In the Nov. 16, 2009 issue of the New Yorker (“Slow Fade”), Arthur Krystal examines F. Scott Fitzgerald’s Hollywood years, when the writer of The Great Gatsby made attempts to redeem his fall from fame and fortune by trying his hand at screenwriting. The results prove to be disastrous and Fitzgerald never succeeds as a screenwriter, his desire “to impart a moral lesson while illuminating the hidden facets of its characters” being somewhat incompatible with the standards of screenwriting and the demands of movie studios.
I really liked how Krystal describes the complex character of Fitzgerald, an idealist trying to be many things and all the while pleasing to everyone. I particularly enjoyed this passage (some parts condensed):
Fitzgerald’s scripts were hobbled by the same quality that lifted his fiction above the superficial: the complicated nature of his mind. He had started out thinking he had genius and a special destiny, and it was this belief in an ideal version of himself that, when transmuted into narrative form, won him both a wide audience and critical esteem.
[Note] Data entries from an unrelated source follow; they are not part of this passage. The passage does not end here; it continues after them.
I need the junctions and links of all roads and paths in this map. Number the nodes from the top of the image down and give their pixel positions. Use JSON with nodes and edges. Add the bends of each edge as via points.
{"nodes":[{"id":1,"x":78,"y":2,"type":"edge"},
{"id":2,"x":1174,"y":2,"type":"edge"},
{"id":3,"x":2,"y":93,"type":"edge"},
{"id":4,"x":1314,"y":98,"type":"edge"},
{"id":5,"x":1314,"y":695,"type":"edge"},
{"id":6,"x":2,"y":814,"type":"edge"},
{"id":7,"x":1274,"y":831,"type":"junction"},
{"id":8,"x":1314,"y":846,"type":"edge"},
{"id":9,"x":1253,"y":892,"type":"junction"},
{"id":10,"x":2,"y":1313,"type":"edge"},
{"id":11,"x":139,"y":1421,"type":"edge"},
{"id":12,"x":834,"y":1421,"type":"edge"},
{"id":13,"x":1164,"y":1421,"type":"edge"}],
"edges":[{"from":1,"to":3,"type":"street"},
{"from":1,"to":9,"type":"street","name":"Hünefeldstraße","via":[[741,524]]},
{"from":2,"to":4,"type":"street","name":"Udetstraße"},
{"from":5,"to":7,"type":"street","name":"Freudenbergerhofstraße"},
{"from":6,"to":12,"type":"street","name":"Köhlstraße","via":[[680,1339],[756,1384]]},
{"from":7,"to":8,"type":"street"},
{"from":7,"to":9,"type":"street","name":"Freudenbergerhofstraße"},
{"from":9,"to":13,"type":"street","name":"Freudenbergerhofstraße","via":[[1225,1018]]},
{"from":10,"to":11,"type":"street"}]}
But that idealized self in all other respects eluded him, not because he drank too much or behaved badly but because he was a writer at war with his own inclinations. A self-professed “moralist at heart,” he also wanted to be a hero and an entertainer… And it was this dichotomy — the receptiveness to life’s most profound lessons coupled with a need to win over the world by the force of his personality — that made him capable of being, in equal measure, aesthetically rigid and blatantly manipulative….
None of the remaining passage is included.